Häufig beobachte ich Folgendes: anfangs werden mehr klassische Medikamente gegeben, im Verlauf wird mehr und mehr mit Naturheilmitteln erfolgreich behandelt, bis man keine oder fast keine Medikamente mehr braucht.

Der Nutzen dieser Herangehensweise bei akuten und vor allem bei chronischen Erkrankungen ist für mich (auch nach Jahren) immer noch eindrucksvoll, v.a. in Bezug auf die Homöopathie.

Da ich meine Laufbahn als klassische Ärztin begonnen habe, konnte ich mir absolut nicht vorstellen, dass echte Ergebnisse mit “Zuckerglobuli” möglich sind - maximal ein Placebo-Effekt. Die Realität hat mich eines Besseren belehrt.

Vielleicht ist es hilfreich, meine Herangehensweise an einem Beispiel zu erläutern:

Ein 3-jähriges Mädchen wacht in der Nacht weinend mit Ohrenschmerzen auf. Anhand des Bildes entscheide ich mich für eine homöopathische Therapie mit Aconitum C30 alle 10-15 Minuten und bereite einen Zwiebelwickel vor für das Ohr.

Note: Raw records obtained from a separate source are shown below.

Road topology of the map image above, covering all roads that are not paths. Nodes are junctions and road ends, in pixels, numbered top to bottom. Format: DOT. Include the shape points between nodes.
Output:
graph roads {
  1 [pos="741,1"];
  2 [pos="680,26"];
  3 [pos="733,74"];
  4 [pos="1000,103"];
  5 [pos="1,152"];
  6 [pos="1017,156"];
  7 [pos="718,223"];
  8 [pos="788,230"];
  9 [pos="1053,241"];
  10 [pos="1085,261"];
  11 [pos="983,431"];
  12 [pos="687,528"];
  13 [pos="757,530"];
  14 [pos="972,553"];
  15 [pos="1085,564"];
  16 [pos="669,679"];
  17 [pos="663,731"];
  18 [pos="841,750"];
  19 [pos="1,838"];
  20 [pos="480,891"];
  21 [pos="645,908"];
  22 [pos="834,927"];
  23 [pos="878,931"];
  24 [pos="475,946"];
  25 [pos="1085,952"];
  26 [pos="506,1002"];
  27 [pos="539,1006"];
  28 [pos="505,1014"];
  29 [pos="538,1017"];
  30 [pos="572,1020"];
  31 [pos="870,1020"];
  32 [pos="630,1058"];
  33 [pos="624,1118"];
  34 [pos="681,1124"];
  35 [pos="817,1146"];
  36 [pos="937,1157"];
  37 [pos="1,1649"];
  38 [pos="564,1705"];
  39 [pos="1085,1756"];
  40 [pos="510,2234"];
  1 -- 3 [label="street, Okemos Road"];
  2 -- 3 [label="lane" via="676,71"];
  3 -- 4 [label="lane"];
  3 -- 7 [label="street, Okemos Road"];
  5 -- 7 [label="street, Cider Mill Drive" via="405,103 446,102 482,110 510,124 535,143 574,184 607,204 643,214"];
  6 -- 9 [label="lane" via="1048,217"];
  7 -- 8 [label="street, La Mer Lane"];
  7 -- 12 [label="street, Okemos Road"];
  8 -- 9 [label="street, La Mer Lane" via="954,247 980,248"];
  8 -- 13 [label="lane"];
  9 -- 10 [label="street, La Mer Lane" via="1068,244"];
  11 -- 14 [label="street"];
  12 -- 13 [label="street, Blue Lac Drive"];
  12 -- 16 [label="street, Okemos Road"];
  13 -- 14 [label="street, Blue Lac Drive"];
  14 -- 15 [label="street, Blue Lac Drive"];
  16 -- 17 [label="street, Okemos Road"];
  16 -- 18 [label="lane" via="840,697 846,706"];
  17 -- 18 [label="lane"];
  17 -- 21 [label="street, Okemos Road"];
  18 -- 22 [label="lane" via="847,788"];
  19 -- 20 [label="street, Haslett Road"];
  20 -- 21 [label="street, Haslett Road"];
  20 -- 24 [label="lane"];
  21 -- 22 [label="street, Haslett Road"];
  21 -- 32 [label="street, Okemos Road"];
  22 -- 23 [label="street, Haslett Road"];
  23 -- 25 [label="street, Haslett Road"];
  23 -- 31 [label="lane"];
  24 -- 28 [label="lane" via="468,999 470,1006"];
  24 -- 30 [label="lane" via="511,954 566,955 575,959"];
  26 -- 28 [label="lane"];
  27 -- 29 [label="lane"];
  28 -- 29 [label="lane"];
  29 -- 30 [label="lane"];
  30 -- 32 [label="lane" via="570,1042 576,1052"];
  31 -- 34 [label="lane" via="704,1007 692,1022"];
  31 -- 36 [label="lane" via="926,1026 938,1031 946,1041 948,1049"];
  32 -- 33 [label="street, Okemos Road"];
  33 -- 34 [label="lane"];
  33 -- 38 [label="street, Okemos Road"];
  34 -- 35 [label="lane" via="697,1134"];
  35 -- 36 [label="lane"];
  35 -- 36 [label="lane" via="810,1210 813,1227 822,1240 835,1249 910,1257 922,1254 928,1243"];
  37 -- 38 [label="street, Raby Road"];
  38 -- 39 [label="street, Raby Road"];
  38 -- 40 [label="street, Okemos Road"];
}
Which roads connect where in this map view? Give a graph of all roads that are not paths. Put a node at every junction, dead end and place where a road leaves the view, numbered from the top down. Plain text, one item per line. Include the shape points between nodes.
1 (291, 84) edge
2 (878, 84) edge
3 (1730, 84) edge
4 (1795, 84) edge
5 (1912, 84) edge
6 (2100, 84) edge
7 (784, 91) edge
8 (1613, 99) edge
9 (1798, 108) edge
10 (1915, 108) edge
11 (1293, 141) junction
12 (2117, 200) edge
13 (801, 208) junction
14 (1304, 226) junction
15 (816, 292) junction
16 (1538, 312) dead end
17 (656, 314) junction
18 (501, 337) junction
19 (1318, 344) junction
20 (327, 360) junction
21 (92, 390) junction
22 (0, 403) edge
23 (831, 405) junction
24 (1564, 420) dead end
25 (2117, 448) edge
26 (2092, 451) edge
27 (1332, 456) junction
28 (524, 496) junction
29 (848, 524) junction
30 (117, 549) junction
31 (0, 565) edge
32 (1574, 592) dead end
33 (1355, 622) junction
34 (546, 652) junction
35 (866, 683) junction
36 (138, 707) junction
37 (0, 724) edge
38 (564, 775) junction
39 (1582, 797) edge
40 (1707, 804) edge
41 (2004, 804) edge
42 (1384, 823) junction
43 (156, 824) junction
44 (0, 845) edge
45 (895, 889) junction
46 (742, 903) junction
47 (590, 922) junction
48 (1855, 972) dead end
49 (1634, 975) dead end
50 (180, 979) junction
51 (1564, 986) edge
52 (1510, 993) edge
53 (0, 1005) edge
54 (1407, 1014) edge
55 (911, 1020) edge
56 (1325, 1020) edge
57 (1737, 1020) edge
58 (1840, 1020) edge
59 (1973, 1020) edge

Falls mein Kind nach einer Stunde immer noch Schmerzen hat, dann werde ich es aber nicht noch weiter leiden lassen, weil ich das “böse Schmerzmittel” nicht geben will. Ich gebe also Ibuprofen und die Situation beruhigt sich in der Nacht.

Am nächsten Morgen kann ich mein Kind nochmals einschätzen und schauen, welches homöopathische Mittel vielleicht besser passt, als Aconitum. Wenn ich eins identifizieren kann, gebe ich es und beobachte das Kind weiter.

Und wenn mein Kind schwer krank ist und viele Medikamente nimmt? Wie kann ich dann alternativ behandeln?

Ich persönlich halte nichts davon, bei schwerwiegenden chronischen Erkrankungen die klassische Therapie einfach zu stoppen.

Diese Kinder haben sich sozusagen einer medikamentösen Therapie “gewöhnt”. Ein abrupter Stopp führt nur zur Verschlimmerung der Symptome und kann ein Kind nicht nur ins Spital, sondern unter Umständen auch in Lebensgefahr bringen.

Stattdessen kann man parallel eine alternative Therapie einführen und den Verlauf der Symptome abwarten. Im Verlauf geht es dem Kind allmählich besser, und die Medikamente können ganz oder teilweise ausgeschlichen werden.

Alle Therapien haben je nach Krankheit ihren Stellenwert.

Gerade aber Kindern, die aufgrund von chronische Erkrankungen (z.B. Asthma, chronischer Husten, Infektanfälligkeit) einen Haufen Medikamente nehmen müssen, bietet die Alternativmedizin Therapieoptionen, die ich noch vor einigen Jahren für unmöglich gehalten hätte.